----- SUPPLIED DATA

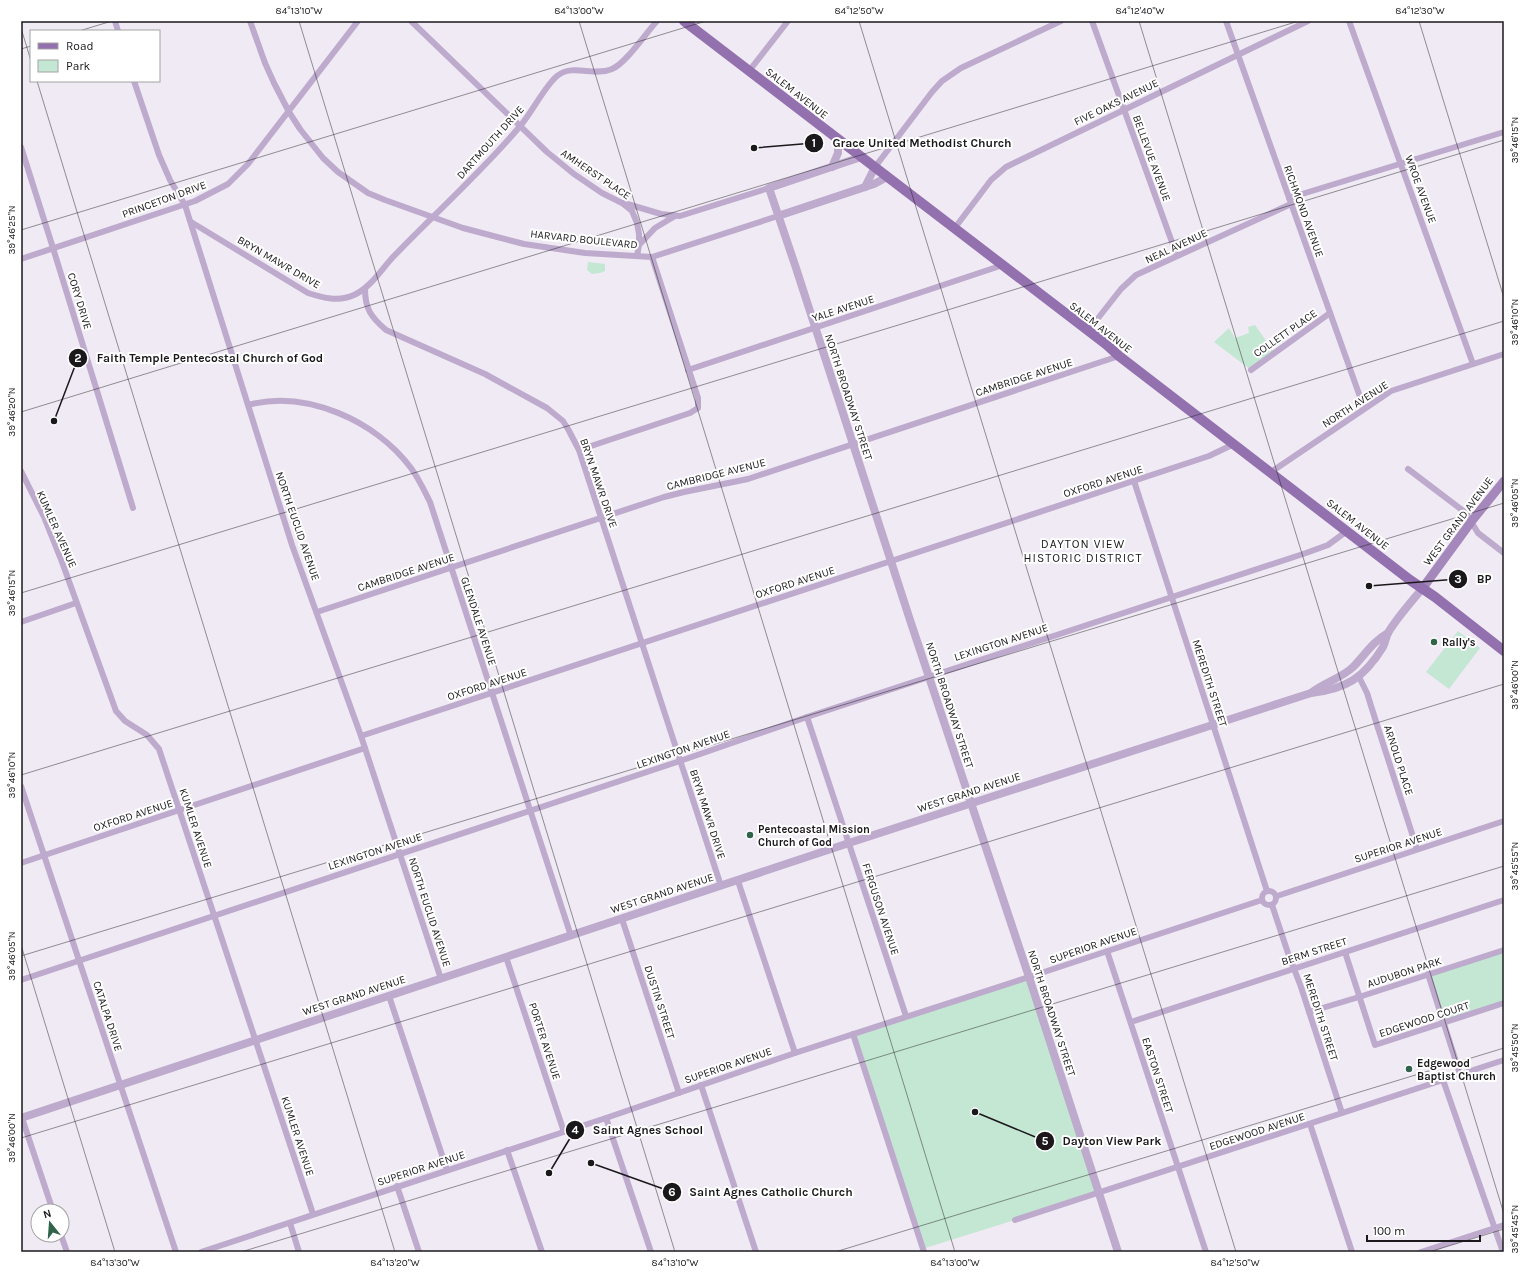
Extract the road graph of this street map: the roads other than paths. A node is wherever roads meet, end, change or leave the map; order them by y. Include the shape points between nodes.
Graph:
1 (250, 21) edge
2 (358, 21) edge
3 (411, 21) edge
4 (657, 21) edge
5 (684, 21) edge
6 (788, 21) edge
7 (1061, 21) edge
8 (1092, 21) edge
9 (1226, 21) edge
10 (1308, 21) edge
11 (1349, 21) edge
12 (1238, 55) junction
13 (749, 71) junction
14 (134, 82) edge
15 (1124, 110) junction
16 (289, 112) junction
17 (520, 126) junction
18 (1504, 132) edge
19 (838, 140) junction
20 (21, 147) edge
21 (861, 157) junction
22 (1401, 164) junction
23 (832, 167) junction
24 (875, 167) junction
25 (887, 177) junction
26 (865, 187) junction
27 (769, 188) junction
28 (1290, 201) junction
29 (622, 203) junction
30 (185, 204) junction
31 (675, 216) junction
32 (778, 216) junction
33 (433, 217) junction
34 (191, 222) junction
35 (954, 229) junction
36 (640, 245) junction
37 (54, 248) junction
38 (637, 256) junction
39 (1177, 256) junction
40 (652, 257) junction
41 (21, 259) edge
42 (1003, 265) junction
43 (365, 289) junction
44 (1330, 313) junction
45 (815, 328) junction
46 (1088, 331) junction
47 (1504, 354) edge
48 (1119, 356) junction
49 (1473, 364) junction
50 (688, 370) junction
51 (1251, 370) dead end
52 (248, 405) junction
53 (1364, 408) junction
54 (853, 444) junction
55 (1234, 444) junction
56 (579, 450) junction
57 (1408, 469) dead end
58 (21, 471) edge
59 (1271, 472) junction
60 (1134, 481) junction
61 (1504, 481) edge
62 (133, 508) dead end
63 (601, 518) junction
64 (1471, 522) junction
65 (1347, 531) junction
66 (1504, 553) edge
67 (891, 561) junction
68 (451, 568) junction
69 (1422, 589) junction
70 (1172, 597) junction
71 (76, 603) junction
72 (317, 612) junction
73 (21, 622) edge
74 (1388, 633) junction
75 (642, 643) junction
76 (1504, 651) edge
77 (929, 677) junction
78 (1359, 677) junction
79 (492, 692) junction
80 (1310, 693) junction
81 (807, 717) junction
82 (1214, 725) junction
83 (361, 736) junction
84 (365, 748) junction
85 (680, 761) junction
86 (21, 786) edge
87 (971, 804) junction
88 (180, 810) junction
89 (531, 811) junction
90 (1504, 821) edge
91 (849, 844) junction
92 (1417, 849) junction
93 (400, 854) junction
94 (45, 855) junction
95 (21, 863) edge
96 (738, 880) junction
97 (721, 886) junction
98 (1267, 891) junction
99 (1277, 896) junction
100 (1262, 900) junction
101 (1504, 900) edge
102 (1272, 905) junction
103 (214, 915) junction
104 (622, 919) junction
105 (572, 936) junction
106 (1504, 950) edge
107 (1107, 951) junction
108 (1345, 952) junction
109 (506, 957) junction
110 (79, 960) junction
111 (1294, 968) junction
112 (1428, 974) junction
113 (1029, 977) junction
114 (441, 979) junction
115 (21, 980) edge
116 (389, 996) junction
117 (1359, 997) junction
118 (1504, 1003) edge
119 (1309, 1012) junction
120 (906, 1016) junction
121 (1131, 1022) junction
122 (1444, 1022) junction
123 (853, 1034) junction
124 (255, 1040) junction
125 (795, 1053) junction
126 (1504, 1060) edge
127 (1460, 1074) junction
128 (1443, 1080) junction
129 (120, 1085) junction
130 (701, 1085) junction
131 (679, 1093) junction
132 (1342, 1113) junction
133 (21, 1118) edge
134 (606, 1118) junction
135 (1310, 1124) junction
136 (564, 1132) junction
137 (507, 1150) junction
138 (1178, 1167) junction
139 (447, 1170) junction
140 (397, 1186) junction
141 (1098, 1194) junction
142 (50, 1203) edge
143 (313, 1214) junction
144 (1015, 1220) dead end
145 (290, 1223) junction
146 (1504, 1225) edge
147 (1495, 1228) junction
148 (176, 1252) edge
149 (201, 1252) edge
150 (299, 1252) edge
151 (419, 1252) edge
152 (542, 1252) edge
153 (651, 1252) edge
154 (756, 1252) edge
155 (924, 1252) edge
156 (1118, 1252) edge
157 (1206, 1252) edge
158 (1352, 1252) edge
159 (1421, 1252) edge
160 (1503, 1252) edge

1 - 16 street, HARVARD BOULEVARD via 265,63
2 - 16 street, PRINCETON DRIVE
3 - 17 street, AMHERST PLACE
4 - 17 street, DARTMOUTH DRIVE via 616,68 603,72 567,71 555,77
5 - 13 main road, SALEM AVENUE
6 - 13 street
7 - 24 street via 950,74 932,92
8 - 15 street, BELLEVUE AVENUE
9 - 12 street, RICHMOND AVENUE
10 - 12 street, FIVE OAKS AVENUE
11 - 22 street, WROE AVENUE
12 - 15 street, FIVE OAKS AVENUE
12 - 28 street, RICHMOND AVENUE
13 - 19 main road, SALEM AVENUE
14 - 30 street, NORTH EUCLID AVENUE via 159,155 170,180
15 - 35 street, FIVE OAKS AVENUE via 999,172
15 - 39 street, BELLEVUE AVENUE
16 - 30 street, PRINCETON DRIVE via 239,174 219,189
16 - 33 street, HARVARD BOULEVARD via 323,158 353,184 368,193
17 - 29 street, AMHERST PLACE via 574,174
17 - 33 street, DARTMOUTH DRIVE
18 - 22 street, NEAL AVENUE
19 - 21 main road, SALEM AVENUE
19 - 23 street via 838,153
20 - 37 street, CORY DRIVE
21 - 23 street, HARVARD BOULEVARD
21 - 24 main road, SALEM AVENUE
22 - 28 street, NEAL AVENUE
22 - 49 street, WROE AVENUE
23 - 27 street, HARVARD BOULEVARD
24 - 25 main road, SALEM AVENUE
24 - 26 street
25 - 26 street, HARVARD BOULEVARD
25 - 35 main road, SALEM AVENUE
26 - 32 street, HARVARD BOULEVARD
27 - 31 street, HARVARD BOULEVARD
27 - 32 street, NORTH BROADWAY STREET
28 - 39 street, NEAL AVENUE
28 - 44 street, RICHMOND AVENUE
29 - 31 street, HARVARD BOULEVARD
29 - 36 street, AMHERST PLACE via 632,211
30 - 34 street, NORTH EUCLID AVENUE
30 - 37 street, PRINCETON DRIVE
31 - 36 street, HARVARD BOULEVARD via 655,228
32 - 40 street, HARVARD BOULEVARD
32 - 45 street, NORTH BROADWAY STREET
33 - 38 street, HARVARD BOULEVARD via 463,228 524,244 585,253
33 - 43 street, DARTMOUTH DRIVE
34 - 43 street, BRYN MAWR DRIVE via 308,293 321,298 338,299
34 - 52 street, NORTH EUCLID AVENUE
35 - 42 main road, SALEM AVENUE
36 - 38 street, AMHERST PLACE
37 - 41 street, PRINCETON DRIVE
37 - 62 street, CORY DRIVE
38 - 40 street, HARVARD BOULEVARD
39 - 46 street, NEAL AVENUE via 1131,279
40 - 50 street
42 - 45 street, YALE AVENUE
42 - 46 main road, SALEM AVENUE
43 - 56 street, BRYN MAWR DRIVE via 365,300 374,320 386,330 485,374 547,408 563,421
44 - 51 street, COLLETT PLACE
44 - 53 street, RICHMOND AVENUE
45 - 50 street, YALE AVENUE
45 - 54 street, NORTH BROADWAY STREET
46 - 48 main road, SALEM AVENUE
47 - 49 street, NORTH AVENUE
48 - 54 street, CAMBRIDGE AVENUE
48 - 55 main road, SALEM AVENUE
49 - 53 street, NORTH AVENUE via 1403,386
50 - 56 street via 698,401 698,408 693,412
52 - 68 street, GLENDALE AVENUE via 276,401 313,405 352,419 383,439 402,457 420,481 430,502
52 - 72 street, NORTH EUCLID AVENUE via 292,545
53 - 59 street, NORTH AVENUE
54 - 63 street, CAMBRIDGE AVENUE via 748,479 684,492
54 - 67 street, NORTH BROADWAY STREET
55 - 59 main road, SALEM AVENUE
55 - 60 street, OXFORD AVENUE via 1209,456
56 - 63 street, BRYN MAWR DRIVE
57 - 64 street via 1466,513
58 - 71 street, KUMLER AVENUE via 54,540
59 - 65 main road, SALEM AVENUE
60 - 67 street, OXFORD AVENUE
60 - 70 street, MEREDITH STREET
61 - 64 main road, WEST GRAND AVENUE
63 - 68 street, CAMBRIDGE AVENUE
63 - 75 street, BRYN MAWR DRIVE
64 - 66 street via 1478,533
64 - 69 main road, WEST GRAND AVENUE
65 - 69 main road, SALEM AVENUE
65 - 70 street, LEXINGTON AVENUE via 1328,545
67 - 75 street, OXFORD AVENUE
67 - 77 street, NORTH BROADWAY STREET
68 - 72 street, CAMBRIDGE AVENUE
68 - 79 street, GLENDALE AVENUE
69 - 74 street, WEST GRAND AVENUE
69 - 76 main road, SALEM AVENUE
70 - 77 street, LEXINGTON AVENUE
70 - 82 street, MEREDITH STREET
71 - 73 street
71 - 88 street, KUMLER AVENUE via 116,711 125,721 147,735 159,749
72 - 83 street, NORTH EUCLID AVENUE
74 - 78 street, WEST GRAND AVENUE via 1384,646
74 - 80 street, WEST GRAND AVENUE via 1369,647 1353,668
75 - 79 street, OXFORD AVENUE
75 - 85 street, BRYN MAWR DRIVE
77 - 81 street, LEXINGTON AVENUE
77 - 87 street, NORTH BROADWAY STREET
78 - 80 street, WEST GRAND AVENUE via 1328,691
78 - 92 street, ARNOLD PLACE via 1372,708
79 - 83 street, OXFORD AVENUE
79 - 89 street, GLENDALE AVENUE
80 - 82 street, WEST GRAND AVENUE
81 - 85 street, LEXINGTON AVENUE
81 - 91 street, FERGUSON AVENUE
82 - 87 street, WEST GRAND AVENUE
82 - 98 street, MEREDITH STREET
83 - 84 street, NORTH EUCLID AVENUE
84 - 88 street, OXFORD AVENUE
84 - 93 street, NORTH EUCLID AVENUE
85 - 89 street, LEXINGTON AVENUE
85 - 97 street, BRYN MAWR DRIVE
86 - 94 street, CATALPA DRIVE
87 - 91 street, WEST GRAND AVENUE
87 - 113 street, NORTH BROADWAY STREET
88 - 94 street, OXFORD AVENUE
88 - 103 street, KUMLER AVENUE
89 - 93 street, LEXINGTON AVENUE
89 - 105 street, GLENDALE AVENUE
90 - 92 street, SUPERIOR AVENUE
91 - 96 street, WEST GRAND AVENUE
91 - 120 street, FERGUSON AVENUE
92 - 99 street, SUPERIOR AVENUE
93 - 103 street, LEXINGTON AVENUE
93 - 114 street, NORTH EUCLID AVENUE
94 - 95 street, OXFORD AVENUE
94 - 110 street, CATALPA DRIVE
96 - 97 street, WEST GRAND AVENUE
96 - 125 street
97 - 104 street, WEST GRAND AVENUE
98 - 99 street via 1273,891
98 - 100 street via 1263,894
99 - 102 street
100 - 102 street via 1266,905
100 - 107 street, SUPERIOR AVENUE
101 - 108 street, BERM STREET
102 - 111 street, MEREDITH STREET
103 - 110 street, LEXINGTON AVENUE
103 - 124 street, KUMLER AVENUE
104 - 105 street, WEST GRAND AVENUE
104 - 131 street, DUSTIN STREET
105 - 109 street, WEST GRAND AVENUE
106 - 112 street, AUDUBON PARK
107 - 113 street, SUPERIOR AVENUE
107 - 121 street, EASTON STREET
108 - 111 street, BERM STREET
108 - 117 street, EDGEWOOD COURT
109 - 114 street, WEST GRAND AVENUE
109 - 136 street, PORTER AVENUE
110 - 115 street, LEXINGTON AVENUE
110 - 129 street, CATALPA DRIVE
111 - 119 street, MEREDITH STREET
111 - 121 street, BERM STREET
112 - 117 street, AUDUBON PARK
112 - 122 street
113 - 120 street, SUPERIOR AVENUE
113 - 141 street, NORTH BROADWAY STREET
114 - 116 street, WEST GRAND AVENUE
116 - 124 street, WEST GRAND AVENUE
116 - 139 street
117 - 119 street, AUDUBON PARK
117 - 122 street, EDGEWOOD COURT via 1375,1045
118 - 122 street, EDGEWOOD COURT
119 - 132 street, MEREDITH STREET
120 - 123 street, SUPERIOR AVENUE
121 - 138 street, EASTON STREET
122 - 127 street
123 - 125 street, SUPERIOR AVENUE
123 - 155 street
124 - 129 street, WEST GRAND AVENUE
124 - 143 street, KUMLER AVENUE
125 - 130 street, SUPERIOR AVENUE
126 - 127 street, EDGEWOOD AVENUE
127 - 128 street, EDGEWOOD AVENUE
128 - 132 street, EDGEWOOD AVENUE
128 - 147 street
129 - 133 street, WEST GRAND AVENUE
129 - 148 street, CATALPA DRIVE
130 - 131 street, SUPERIOR AVENUE
130 - 154 street
131 - 134 street, SUPERIOR AVENUE
132 - 135 street, EDGEWOOD AVENUE
133 - 142 street
134 - 136 street, SUPERIOR AVENUE
134 - 153 street
135 - 138 street, EDGEWOOD AVENUE
135 - 158 street
136 - 137 street, SUPERIOR AVENUE
137 - 139 street, SUPERIOR AVENUE
137 - 152 street
138 - 141 street, EDGEWOOD AVENUE
138 - 157 street, EASTON STREET
139 - 140 street, SUPERIOR AVENUE
140 - 143 street, SUPERIOR AVENUE
140 - 151 street
141 - 144 street, EDGEWOOD AVENUE
141 - 156 street, NORTH BROADWAY STREET
143 - 145 street, SUPERIOR AVENUE
145 - 149 street, SUPERIOR AVENUE
145 - 150 street
146 - 147 street
147 - 159 street
147 - 160 street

----------

Return, from the entries, each line that holds "FERGUSON".

81 - 91 street, FERGUSON AVENUE
91 - 120 street, FERGUSON AVENUE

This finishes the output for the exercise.